What Traffic Congestion, Car Speeds Mean for Outdoor Ads
Are you likelier to pay attention to a billboard on the side of the road when you’re stuck in bumper-to-bumper traffic than if you’re driving at normal speed?
To better estimate how many people are actually looking at outdoor ads, the industry’s independent auditor, The Traffic Audit Bureau for Media Measurement Inc., is releasing the first major revision to its out of home ratings system to include new data points such as traffic congestion and vehicle speed. As part of the new system, TAB will also for the first time measure individual spots on digital billboards as well as ads posted on buses and trains.
Rising competition from digital media has made it more important for traditional media to improve their audience measures, a point TAB CEO Joe Philport made in an interview.
“With mobile and digital, the need for accountability increases every day and the need to have numbers that align with the numbers that advertisers are using to assess other media increases,” Mr. Philport said.
Historically, the outdoor industry had relied on a metric known as “daily effective circulation,” which estimated the average number of people or cars that passed a billboard and were potentially exposed to its ad. TAB in 2010 released its own ratings system to more accurately estimate impressions, or how many people actually looked at an ad, an effort to help advertisers better gauge their return on investment on outdoor media.
The latest iteration of TAB’s out of home ratings incorporates traffic congestion data from big data company Inrix as well as additional eye-tracking field research that takes into account the amount of time it took to pass an ad and the amount of time the consumer was in contact with an ad to measure whether the ad was noticed or not. This expands upon the variety of data that TAB already employs in its metrics, including traffic volumes from transit authorities and research from earlier eye-tracking studies that assessed how an ad’s size and distance from the road affected the likelihood it would be seen.
“Out of home is still a relatively small medium and it presents measurement challenges because the inventory is dispersed,” Mr. Philport said. He noted that the outdoor category includes many different formats that require different types of measurement techniques.

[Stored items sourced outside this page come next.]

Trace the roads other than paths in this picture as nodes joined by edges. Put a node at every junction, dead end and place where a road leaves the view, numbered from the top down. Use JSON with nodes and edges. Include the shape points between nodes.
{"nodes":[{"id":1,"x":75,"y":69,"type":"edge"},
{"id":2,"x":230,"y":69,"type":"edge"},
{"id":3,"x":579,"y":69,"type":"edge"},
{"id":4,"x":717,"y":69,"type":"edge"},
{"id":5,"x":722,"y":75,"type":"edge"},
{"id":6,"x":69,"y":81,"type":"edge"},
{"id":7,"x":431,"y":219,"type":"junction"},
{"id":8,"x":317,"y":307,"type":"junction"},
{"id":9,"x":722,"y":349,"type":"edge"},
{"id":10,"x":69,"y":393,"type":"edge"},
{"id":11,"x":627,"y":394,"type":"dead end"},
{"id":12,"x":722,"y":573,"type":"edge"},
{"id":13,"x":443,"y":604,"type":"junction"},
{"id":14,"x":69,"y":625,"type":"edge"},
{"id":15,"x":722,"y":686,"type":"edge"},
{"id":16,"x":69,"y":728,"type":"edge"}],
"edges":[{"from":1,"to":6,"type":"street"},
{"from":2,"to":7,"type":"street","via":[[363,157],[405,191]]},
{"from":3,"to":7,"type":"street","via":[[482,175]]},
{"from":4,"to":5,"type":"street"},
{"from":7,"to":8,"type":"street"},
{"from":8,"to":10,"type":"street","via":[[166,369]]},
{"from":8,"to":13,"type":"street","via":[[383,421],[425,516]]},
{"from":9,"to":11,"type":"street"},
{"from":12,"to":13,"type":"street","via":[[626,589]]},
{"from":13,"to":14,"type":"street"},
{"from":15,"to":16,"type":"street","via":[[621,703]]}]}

The enhancements to TAB’s out of home ratings systems are meant to address ad movement, such as ads that rotate on digital billboards or move through other markets on buses. A digital billboard typically rotates between six and 10 ads at a time and those ads can be on screen for varying levels of time. TAB previously measured digital billboards as if the ad was static, but will now report ratings for each spot in rotation.

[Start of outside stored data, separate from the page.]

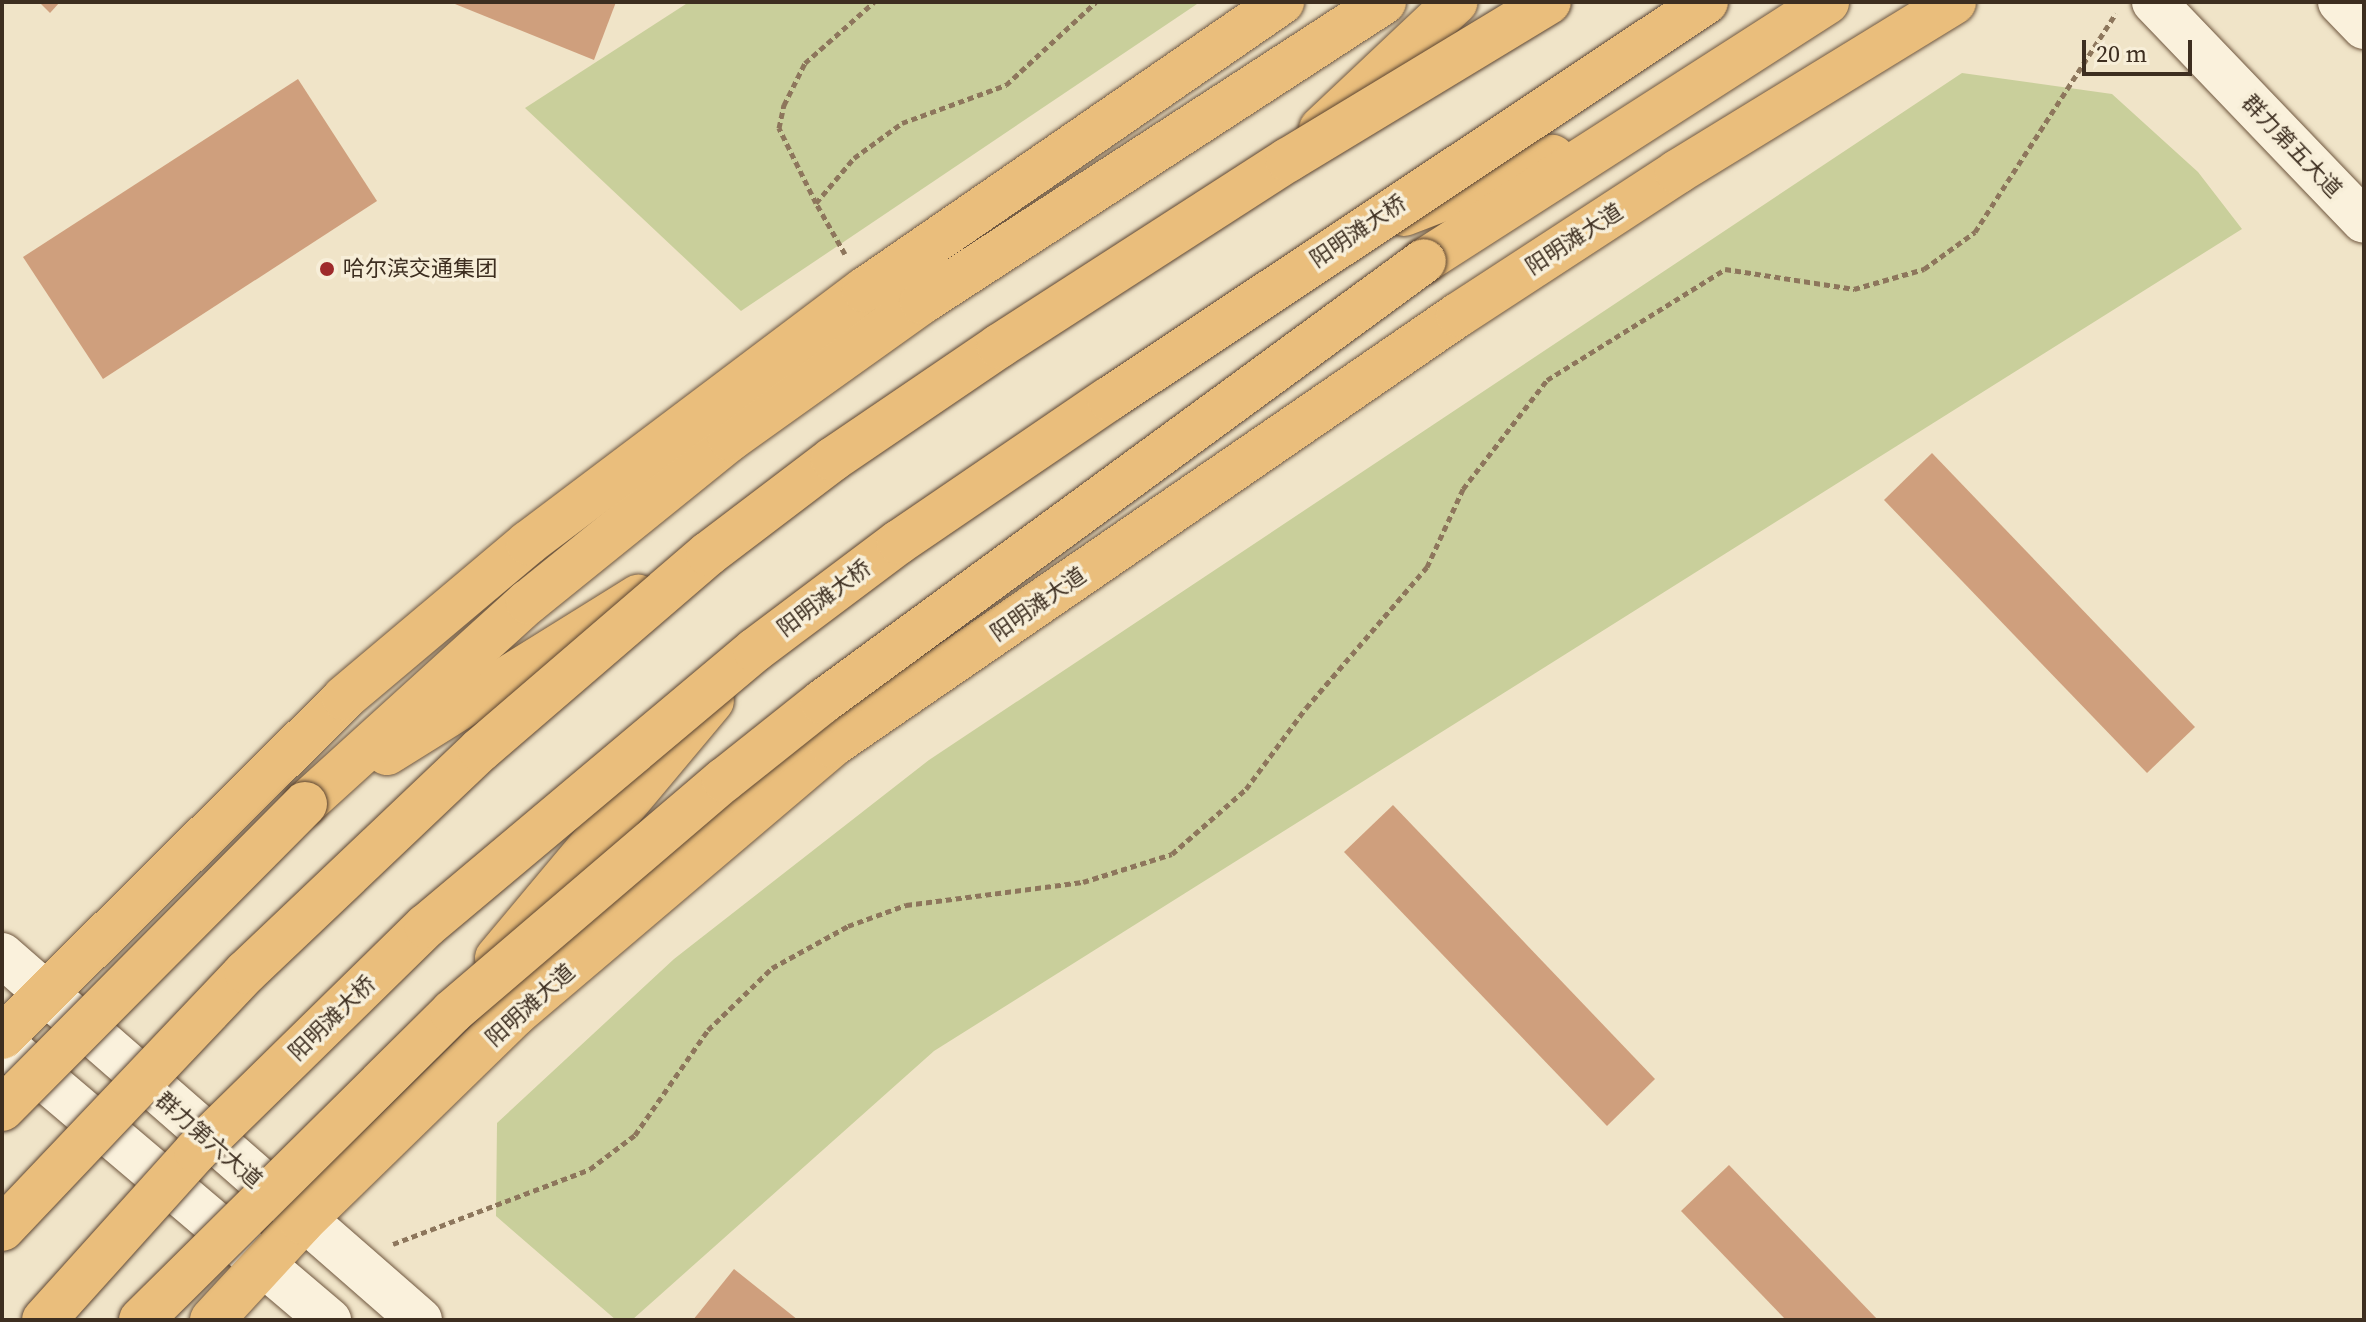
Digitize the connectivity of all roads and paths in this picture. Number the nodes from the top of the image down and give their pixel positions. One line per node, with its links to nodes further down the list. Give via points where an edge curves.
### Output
1 (874, 2): 16 (path, via 805,63 784,105 779,128)
2 (1096, 2): 16 (path, via 1006,85 902,123 854,158)
3 (1282, 2): 19 (highway)
4 (1384, 2): 22 (highway, via 947,286 730,439 506,621)
5 (1456, 2): 15 (highway, bridge)
6 (1549, 2): 15 (highway, bridge)
7 (1706, 2): 18 (highway, 阳明滩大桥, bridge)
8 (1827, 2): 14 (highway)
9 (1954, 2): 28 (highway, 阳明滩大道, via 1677,172 1458,315 832,745 514,1015)
10 (2123, 2): 30 (path, via 1975,232 1924,269 1854,289 1725,269 1547,380 1463,489 1427,567 1306,708 1246,789 1172,854 1083,882 906,905 848,926 772,968 708,1030 635,1135 590,1169)
11 (2154, 2): 17 (main road, 群力第五大道)
12 (2340, 2): 13 (main road)
13 (2364, 27)
14 (1641, 123): 18 (highway, bridge); 25 (highway, bridge, via 1424,261 822,702)
15 (1288, 160): 20 (highway, bridge, via 999,346 833,459)
16 (816, 203): 19 (path)
17 (2364, 221)
18 (1357, 232): 21 (highway, 阳明滩大桥, bridge, via 899,542)
19 (864, 290): 24 (highway, via 639,455 344,698)
20 (708, 554): 22 (highway, bridge); 29 (highway, bridge, via 480,750 246,972)
21 (755, 650): 25 (highway, bridge); 32 (highway, 阳明滩大桥, bridge, via 426,926 196,1151)
22 (305, 804): 27 (highway, bridge)
23 (2, 955): 24 (main road, 群力第六大道)
24 (42, 994): 26 (highway); 28 (main road, 群力第六大道)
25 (452, 1012): 33 (highway, bridge)
26 (2, 1040): 31 (main road)
27 (2, 1109)
28 (302, 1222): 30 (main road, 群力第六大道); 31 (highway, 阳明滩大道)
29 (2, 1229)
30 (348, 1262): 36 (main road, 群力第六大道)
31 (262, 1265): 34 (highway, 阳明滩大道); 35 (main road)
32 (44, 1320)
33 (141, 1320)
34 (212, 1320)
35 (329, 1320)
36 (420, 1320)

To measure transit ads – which include ads on the exterior of buses, on the interior of trains and at transit stations – TAB also incorporated traffic information around a bus’s route and counts of passengers and commuters on public transportation.
Outdoor’s “true potential has yet to be realized by many advertisers, they’re still thinking of it using an old paradigm of out of home instead of a contemporary one,” Mr. Philport said. One major selling point for billboards and other outdoor media is the ability to hyper-localize ads.

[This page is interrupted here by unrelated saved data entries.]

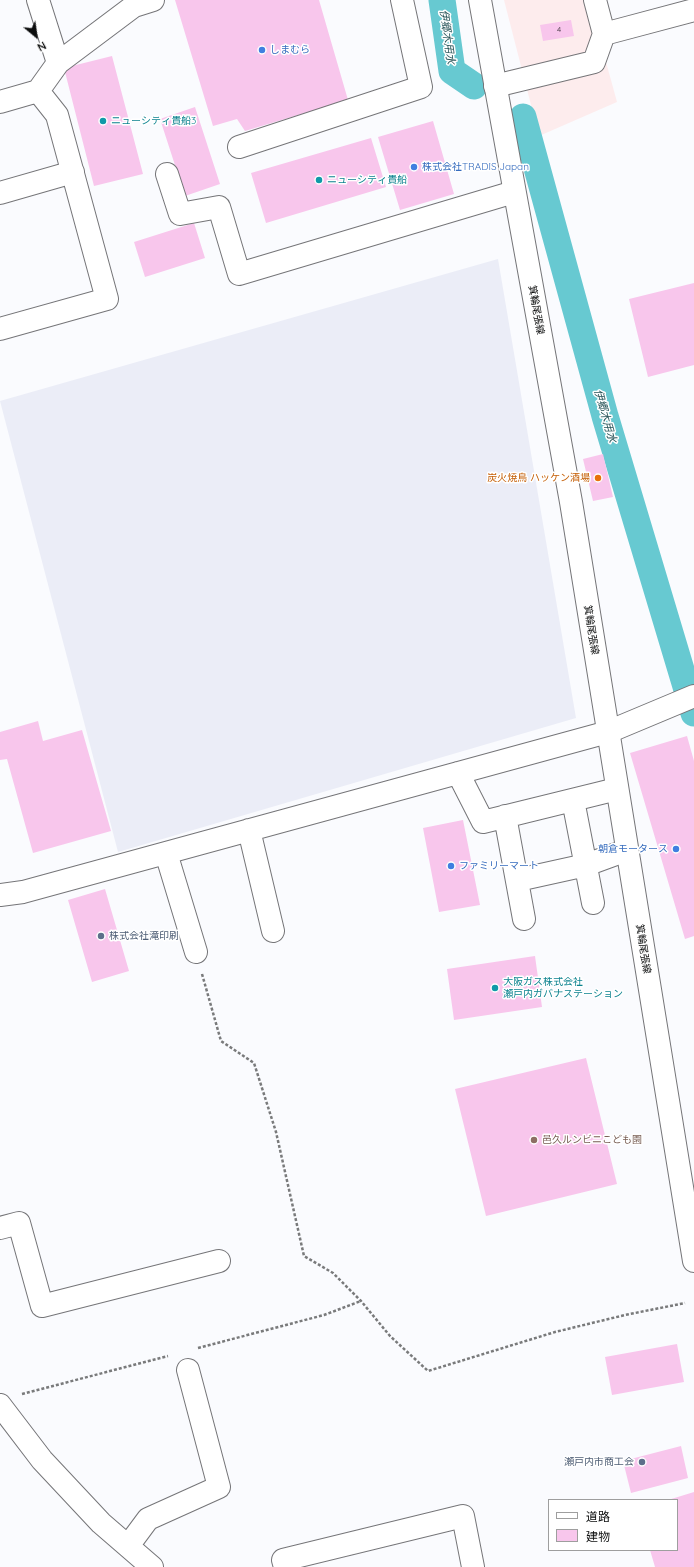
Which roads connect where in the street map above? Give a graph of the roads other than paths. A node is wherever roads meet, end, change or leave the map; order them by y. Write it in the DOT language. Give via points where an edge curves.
graph roads {
  1 [pos="38,0"];
  2 [pos="153,0"];
  3 [pos="402,0"];
  4 [pos="480,0"];
  5 [pos="595,0"];
  6 [pos="694,10"];
  7 [pos="604,34"];
  8 [pos="58,63"];
  9 [pos="495,86"];
  10 [pos="38,91"];
  11 [pos="0,102"];
  12 [pos="240,147"];
  13 [pos="73,172"];
  14 [pos="167,174"];
  15 [pos="514,192"];
  16 [pos="0,193"];
  17 [pos="0,329"];
  18 [pos="694,696"];
  19 [pos="608,732"];
  20 [pos="458,773"];
  21 [pos="617,789"];
  22 [pos="573,800"];
  23 [pos="505,816"];
  24 [pos="249,830"];
  25 [pos="627,850"];
  26 [pos="166,853"];
  27 [pos="586,865"];
  28 [pos="518,880"];
  29 [pos="0,895"];
  30 [pos="593,903"];
  31 [pos="524,919"];
  32 [pos="272,931"];
  33 [pos="196,952"];
  34 [pos="0,1228"];
  35 [pos="219,1261"];
  36 [pos="694,1261"];
  37 [pos="188,1370"];
  38 [pos="0,1405"];
  39 [pos="128,1546"];
  40 [pos="152,1567"];
  41 [pos="284,1567"];
  42 [pos="473,1567"];
  1 -- 8 [label="street"];
  2 -- 8 [label="street" via="134,6"];
  3 -- 12 [label="street" via="421,87"];
  4 -- 9 [label="street, 箕輪尾張線"];
  5 -- 7 [label="street"];
  6 -- 7 [label="street"];
  7 -- 9 [label="street" via="594,62"];
  8 -- 10 [label="street"];
  9 -- 15 [label="street, 箕輪尾張線"];
  10 -- 11 [label="street"];
  10 -- 13 [label="street" via="57,115"];
  13 -- 16 [label="street"];
  13 -- 17 [label="street" via="107,299"];
  14 -- 15 [label="street" via="180,214 220,207 240,274"];
  15 -- 19 [label="street, 箕輪尾張線" via="571,502"];
  18 -- 19 [label="street"];
  19 -- 20 [label="street"];
  19 -- 21 [label="street, 箕輪尾張線"];
  20 -- 23 [label="street" via="482,822"];
  20 -- 24 [label="street"];
  21 -- 22 [label="street"];
  21 -- 25 [label="street, 箕輪尾張線"];
  22 -- 23 [label="street"];
  22 -- 27 [label="street"];
  23 -- 28 [label="street"];
  24 -- 26 [label="street"];
  24 -- 32 [label="street"];
  25 -- 27 [label="street"];
  25 -- 36 [label="street, 箕輪尾張線"];
  26 -- 29 [label="street" via="23,892"];
  26 -- 33 [label="street"];
  27 -- 28 [label="street"];
  27 -- 30 [label="street"];
  28 -- 31 [label="street"];
  34 -- 35 [label="street" via="19,1223 42,1306"];
  37 -- 39 [label="street" via="219,1487 148,1519"];
  38 -- 39 [label="street" via="42,1460 101,1523"];
  39 -- 40 [label="street"];
  41 -- 42 [label="street" via="283,1560 463,1516"];
}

The outdoor advertising industry has posted single-digit growth rates in recent years – a contrast to the struggles of print advertising and other traditional media. Interpublic Group’s research and ad buying unit Magna Global projects outdoor advertising revenue to increase 4% this year, a rate similar to last year’s. Magna Global expects out-of-home media to maintain its 7% market share in the next five years.
Digital formats are an important part of the outdoor industry’s steady growth. Digital formats made up 10% of out of home revenues, including cinema, last year and Magna Global expects digital’s share of outdoor advertising to rise to 22% by 2019.